‘Women in sport face discrimination’

Man and women running


Only 46% of women in the sports industry say there is fair and equal treatment of men and women in their industry, compared to 72% of men, according to a new survey.

Women in Sport’s report, ‘Beyond 30% – Workplace Culture in Sport’, surveyed 1,152 women and men working in sport and conducted 42 in-depth interviews. It revealed that some women working in sport feel less valued, actively experience gender discrimination, believe they are paid less for doing the same role as men, face more challenges to progress and feel unfairly judged.

The report shows 40% of women feel their gender has negatively influenced how they are valued at work, compared to 9% of men; 38% of women have experienced gender discrimination, compared to 21% of men; and 30% of women say they have experienced inappropriate behaviour from the opposite sex, compared to 11% of men.

Ruth Holdaway, CEO of Women in Sport, said: “I recognise that the sport sector is committed to stamping out gender discrimination, but our report has highlighted that where negative behaviours exist deep within the workplace culture they often go unseen and therefore do not get addressed. By bringing transparency to the issue we can now work with sector leaders to change it.

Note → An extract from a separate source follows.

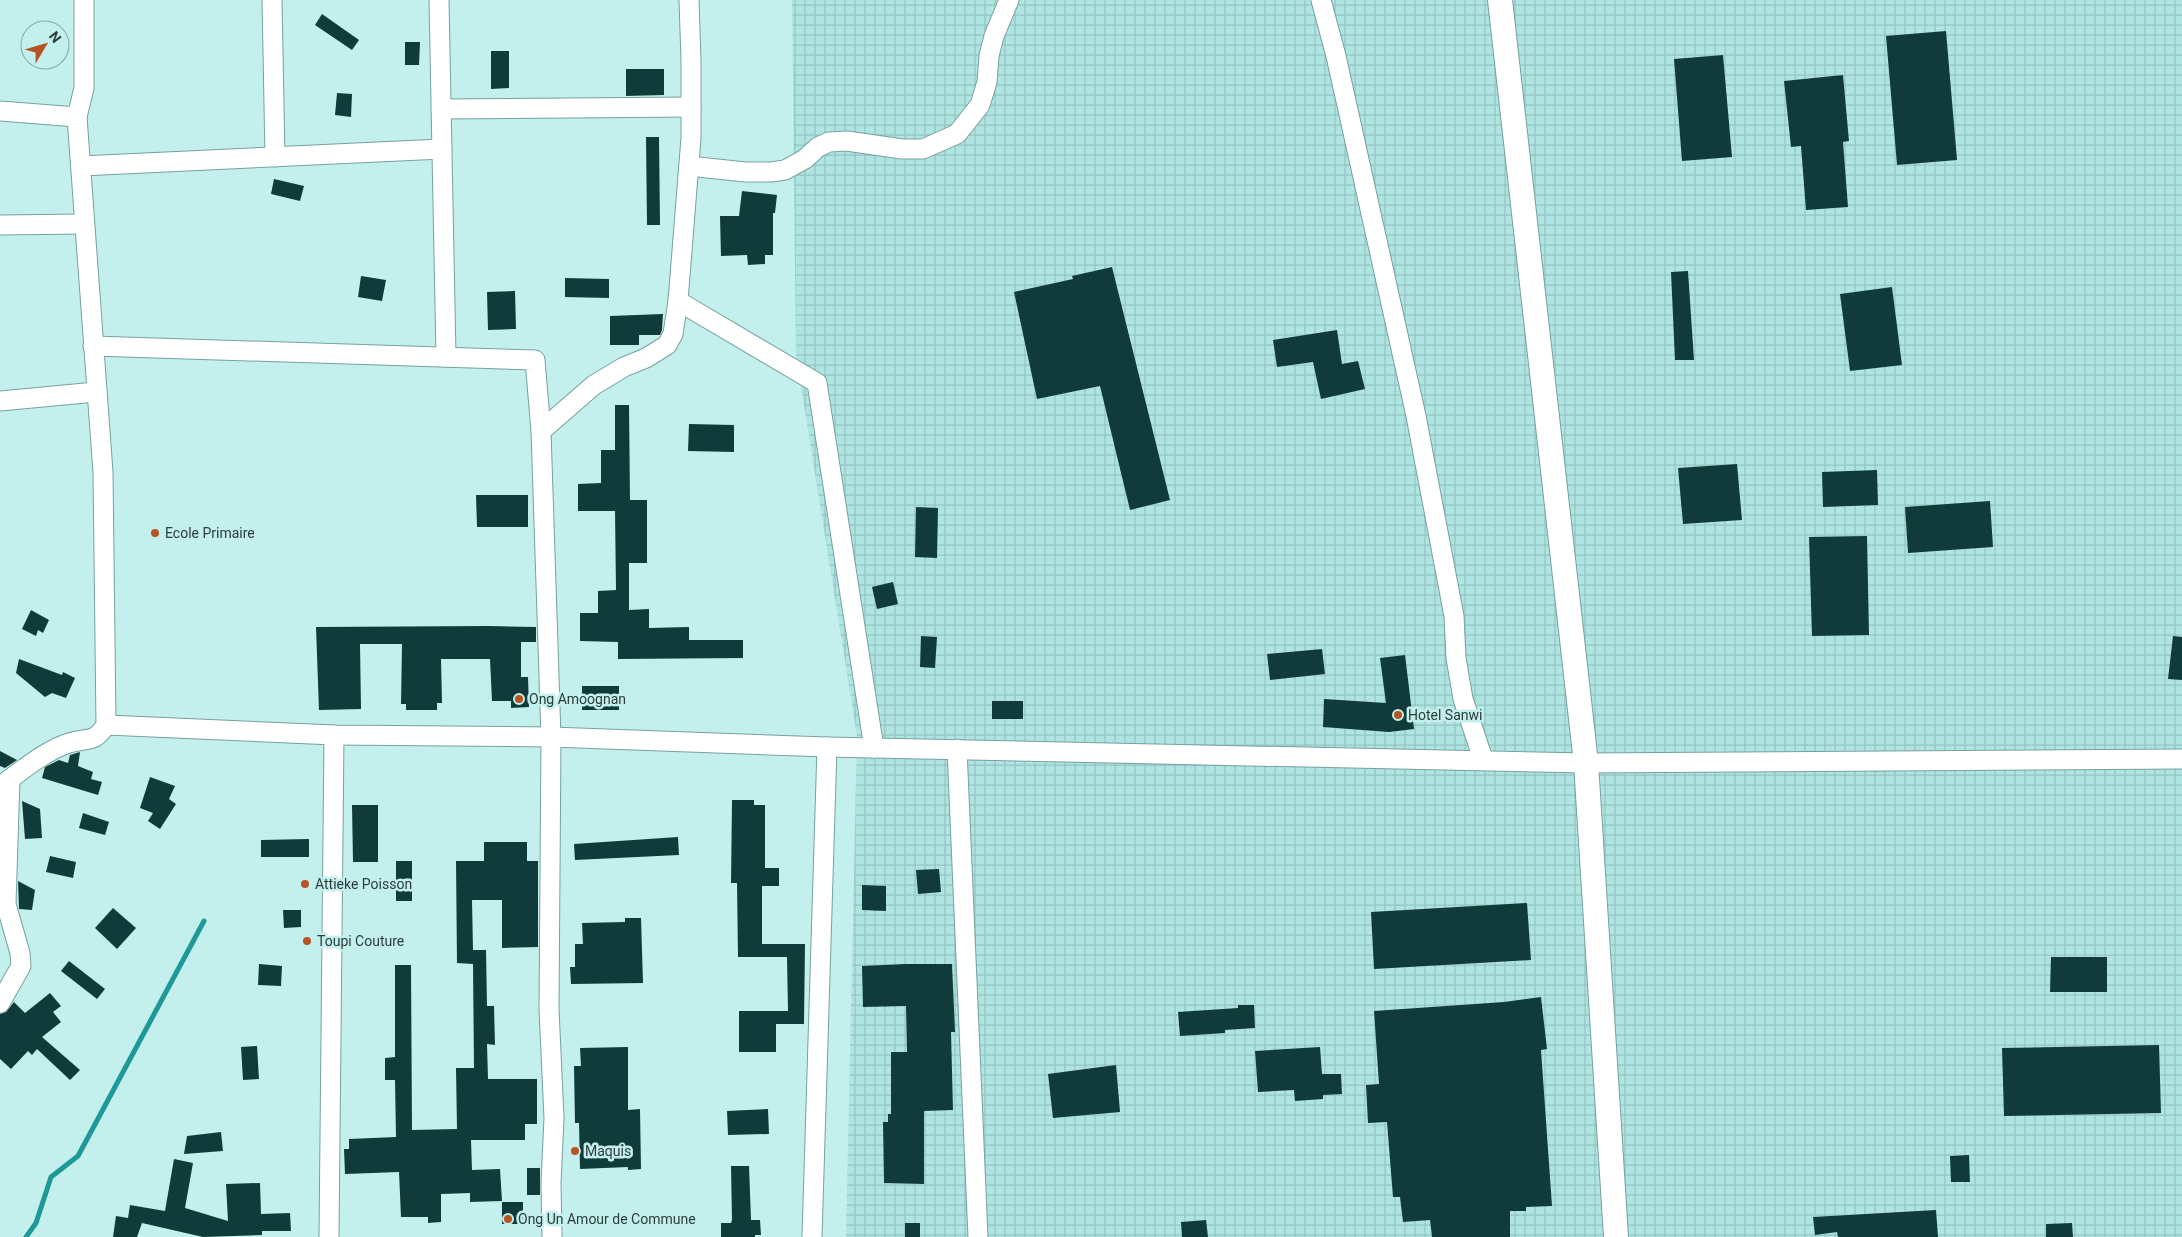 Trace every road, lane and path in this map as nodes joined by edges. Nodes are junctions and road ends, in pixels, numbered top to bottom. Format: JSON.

“We led this research to provide the sport sector with in-depth understanding of the issues that affect women in the sport workplace. Now we want to work with sports organisations to build a more inclusive workplace culture, where both women and men can reach their full potential.”

Over the past seven years, Women in Sport has monitored the number of women in Board and Senior leadership roles in the National Governing Bodies of England and Wales, via their annual Beyond 30% audit. However, it says that, in order to nurture a strong pipeline of future female leaders and bring about sustainable change, the culture in sports organisations needed to be examined.

The report says an emphasis on sporting competence as a measure of professional value, limits opportunities for capable women with the relevant skills, within the sector. In addition to culture change from the grassroots up, the report says the issue is not about men versus women, but progress, opportunity and a better working environment for all. It says: “Men as well as women need to be part of the solution with positive engagement from the top and clear sight of the benefits to all.”